Préoccupation encore émergente au sein des DRH des acteurs publics, la question de l’expérience agent se pose déjà clairement aujourd’hui avec une acuité particulière. Nous savons que l’attachement aux valeurs du service public reste l’un des marqueurs significatifs des agents publics et un des liens forts qu’ils entretiennent avec leur administration. Or, les agents sont et seront encore plus vigilants sur les actions menées dans cette période en matière de sens, de réalisation concrète, d’attention portée à leur égard. La période de confinement telle que nous la visons aujourd’hui nécessite en effet de maintenir un lien social entre les équipes compte tenu des conséquences sur les situations professionnelles et personnelles au quotidien. Cela interroge par conséquent les engagements qui seront pris par les administrations dans la période de crise mais aussi et surtout après car beaucoup d’attentes s’expriment déjà sur le thème de la reconnaissance par exemple.

Clairement les DRH sont très mobilisés pour être en soutien de tous les agents. Les équipes RH elles-mêmes devant adapter leurs modes de fonctionnement et leur offre de services auprès de leurs usagers internes. Après avoir sécurisé les fondamentaux RH en matière de paie et des conditions de travail, elles devront continuer à être en contact permanent avec les troupes pour les aider à traverser cette zone de turbulences forte et incertaine en terme psychologique.

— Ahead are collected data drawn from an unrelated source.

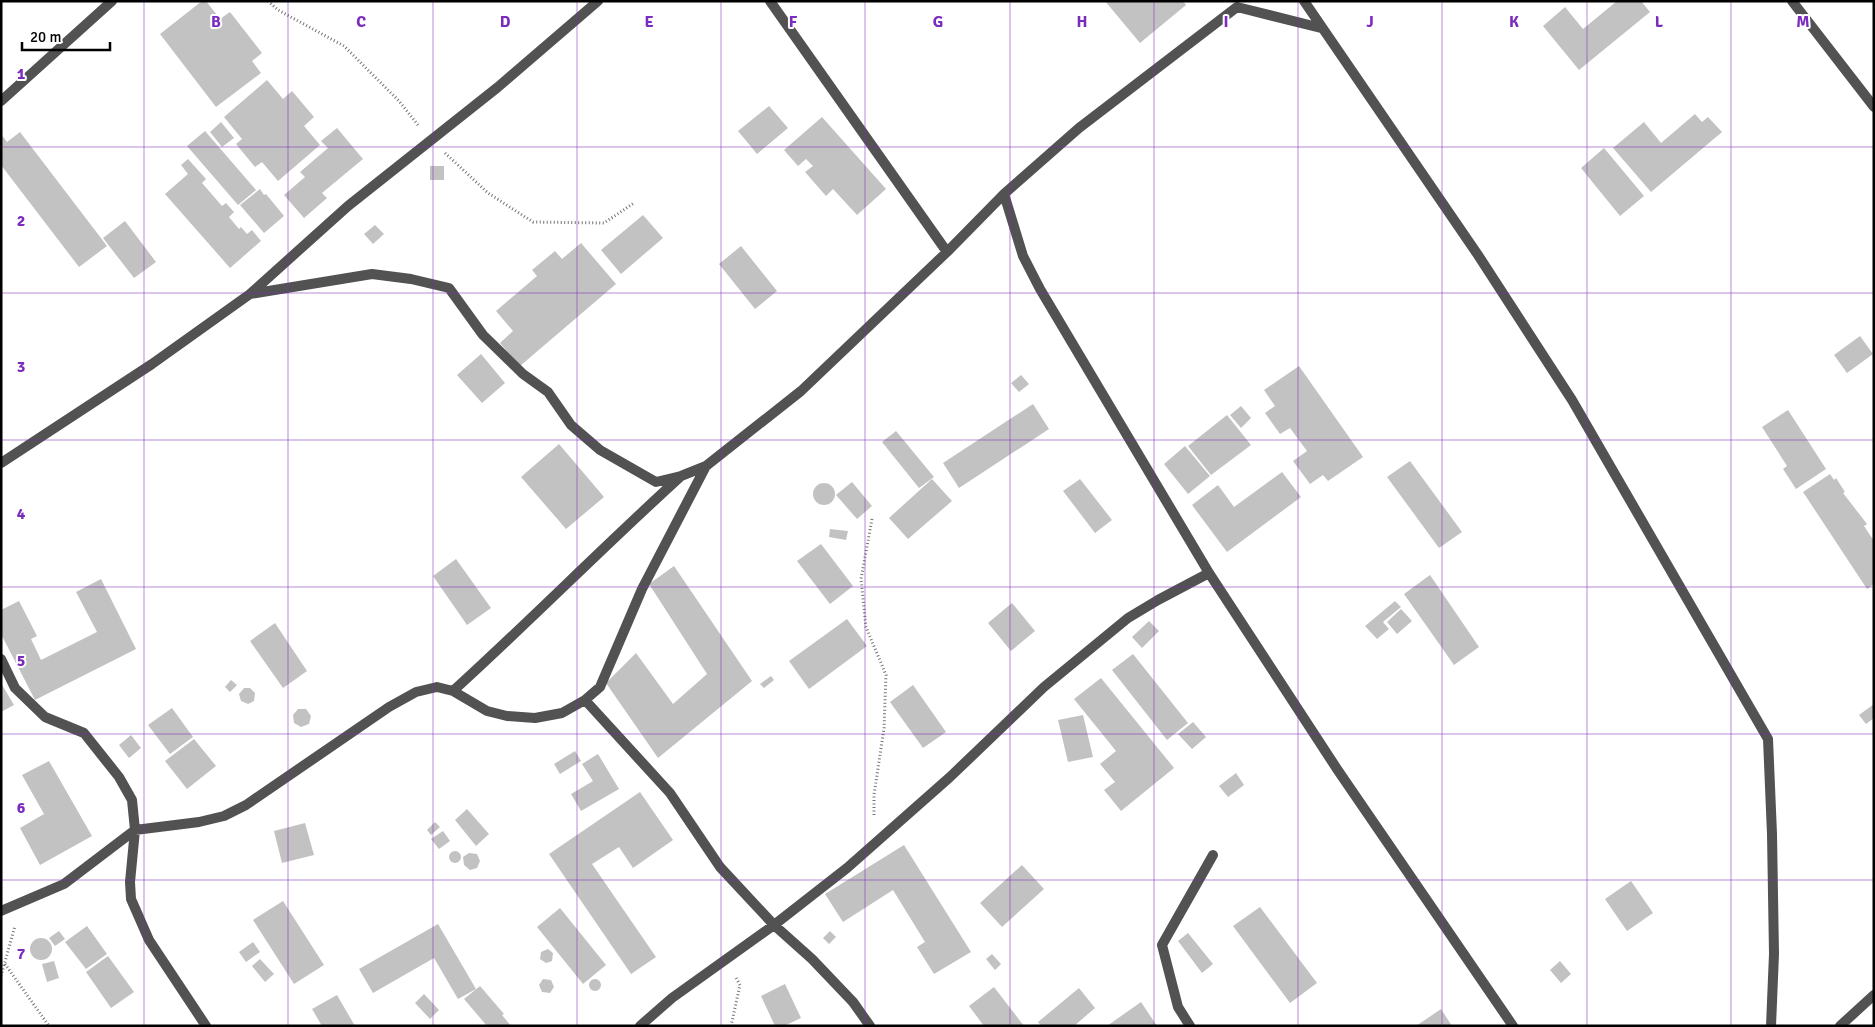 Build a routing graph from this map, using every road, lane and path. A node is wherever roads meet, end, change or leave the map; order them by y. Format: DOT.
graph roads {
  1 [pos="112,1"];
  2 [pos="598,1"];
  3 [pos="770,1"];
  4 [pos="1304,1"];
  5 [pos="1792,1"];
  6 [pos="1237,4"];
  7 [pos="1321,28"];
  8 [pos="1,101"];
  9 [pos="1874,107"];
  10 [pos="1004,194"];
  11 [pos="947,252"];
  12 [pos="250,294"];
  13 [pos="1,463"];
  14 [pos="706,466"];
  15 [pos="681,476"];
  16 [pos="872,519"];
  17 [pos="1209,573"];
  18 [pos="1,659"];
  19 [pos="453,691"];
  20 [pos="585,700"];
  21 [pos="135,830"];
  22 [pos="874,844"];
  23 [pos="1213,855"];
  24 [pos="21,903"];
  25 [pos="1,911"];
  26 [pos="774,925"];
  27 [pos="726,960"];
  28 [pos="5,964"];
  29 [pos="1,976"];
  30 [pos="1874,995"];
  31 [pos="49,1026"];
  32 [pos="206,1026"];
  33 [pos="640,1026"];
  34 [pos="731,1026"];
  35 [pos="870,1026"];
  36 [pos="1190,1026"];
  37 [pos="1513,1026"];
  38 [pos="1771,1026"];
  39 [pos="1840,1026"];
  1 -- 8 [label="street"];
  2 -- 12 [label="street"];
  3 -- 11 [label="street"];
  4 -- 7 [label="street"];
  5 -- 9 [label="street"];
  6 -- 7 [label="street"];
  6 -- 10 [label="street"];
  7 -- 38 [label="street"];
  10 -- 11 [label="street"];
  10 -- 17 [label="street"];
  11 -- 14 [label="street"];
  12 -- 13 [label="street"];
  12 -- 15 [label="street"];
  14 -- 15 [label="street"];
  14 -- 20 [label="street"];
  15 -- 19 [label="street"];
  16 -- 22 [label="path"];
  17 -- 22 [label="street"];
  17 -- 37 [label="street"];
  18 -- 21 [label="street"];
  19 -- 20 [label="street"];
  19 -- 21 [label="street"];
  20 -- 26 [label="street"];
  21 -- 24 [label="street"];
  21 -- 32 [label="street"];
  22 -- 26 [label="street"];
  23 -- 36 [label="street"];
  24 -- 25 [label="street"];
  24 -- 28 [label="path"];
  26 -- 27 [label="street"];
  26 -- 35 [label="street"];
  27 -- 33 [label="street"];
  27 -- 34 [label="path"];
  28 -- 29 [label="path"];
  28 -- 31 [label="path"];
  30 -- 39 [label="street"];
}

Elles devront démontrer leur capacité à les accompagner à distance pendant le confinement mais aussi à faciliter la réintégration collective pendant le déconfinement en gérant les situations individuelles que l’on imagine déjà très difficiles pour celles et ceux touchés directement ou indirectement par la maladie.

Jamais le concept de « symétrie des attentions » n’aura pris autant son sens pour les défis de l’Etat dans cette période : protecteur vis-à-vis des citoyens ou des entreprises, il doit garantir la même chose vis-à-vis de ses agents tout en garantissant les activités de service public.